■ Materials provided ■
╔══
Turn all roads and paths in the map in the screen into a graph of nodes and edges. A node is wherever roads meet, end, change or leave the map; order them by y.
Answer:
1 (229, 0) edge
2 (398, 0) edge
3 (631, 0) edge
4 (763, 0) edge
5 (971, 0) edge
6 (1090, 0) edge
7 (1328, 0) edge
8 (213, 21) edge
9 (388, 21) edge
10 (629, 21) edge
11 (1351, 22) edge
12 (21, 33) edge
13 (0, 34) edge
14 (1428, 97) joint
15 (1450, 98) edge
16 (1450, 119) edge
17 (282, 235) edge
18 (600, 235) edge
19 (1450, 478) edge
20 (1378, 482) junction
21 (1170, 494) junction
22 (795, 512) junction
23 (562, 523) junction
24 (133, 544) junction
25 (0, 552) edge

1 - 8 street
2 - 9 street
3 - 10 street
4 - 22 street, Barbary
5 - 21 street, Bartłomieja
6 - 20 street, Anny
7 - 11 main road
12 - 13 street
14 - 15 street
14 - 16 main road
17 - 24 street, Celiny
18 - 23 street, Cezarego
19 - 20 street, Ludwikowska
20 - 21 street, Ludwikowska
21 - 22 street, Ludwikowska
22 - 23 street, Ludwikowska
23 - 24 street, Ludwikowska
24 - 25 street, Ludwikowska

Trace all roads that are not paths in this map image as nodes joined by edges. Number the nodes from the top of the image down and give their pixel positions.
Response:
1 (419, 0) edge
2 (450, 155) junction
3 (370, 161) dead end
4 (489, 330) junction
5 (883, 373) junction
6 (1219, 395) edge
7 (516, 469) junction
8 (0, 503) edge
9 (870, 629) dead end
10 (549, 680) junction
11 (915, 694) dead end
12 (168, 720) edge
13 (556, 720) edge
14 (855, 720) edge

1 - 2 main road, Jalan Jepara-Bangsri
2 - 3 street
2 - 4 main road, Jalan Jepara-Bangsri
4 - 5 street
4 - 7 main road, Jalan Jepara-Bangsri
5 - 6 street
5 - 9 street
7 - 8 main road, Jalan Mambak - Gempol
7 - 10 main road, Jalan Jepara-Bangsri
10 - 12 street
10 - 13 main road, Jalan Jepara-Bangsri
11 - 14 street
╚══
■ What you are asked to do ■
Scan the data for the string "nodes" and copy each line in which it occurs.

■ Solution ■
Turn all roads and paths in the map in the screen into a graph of nodes and edges. A node is wherever roads meet, end, change or leave the map; order them by y.
Trace all roads that are not paths in this map image as nodes joined by edges. Number the nodes from the top of the image down and give their pixel positions.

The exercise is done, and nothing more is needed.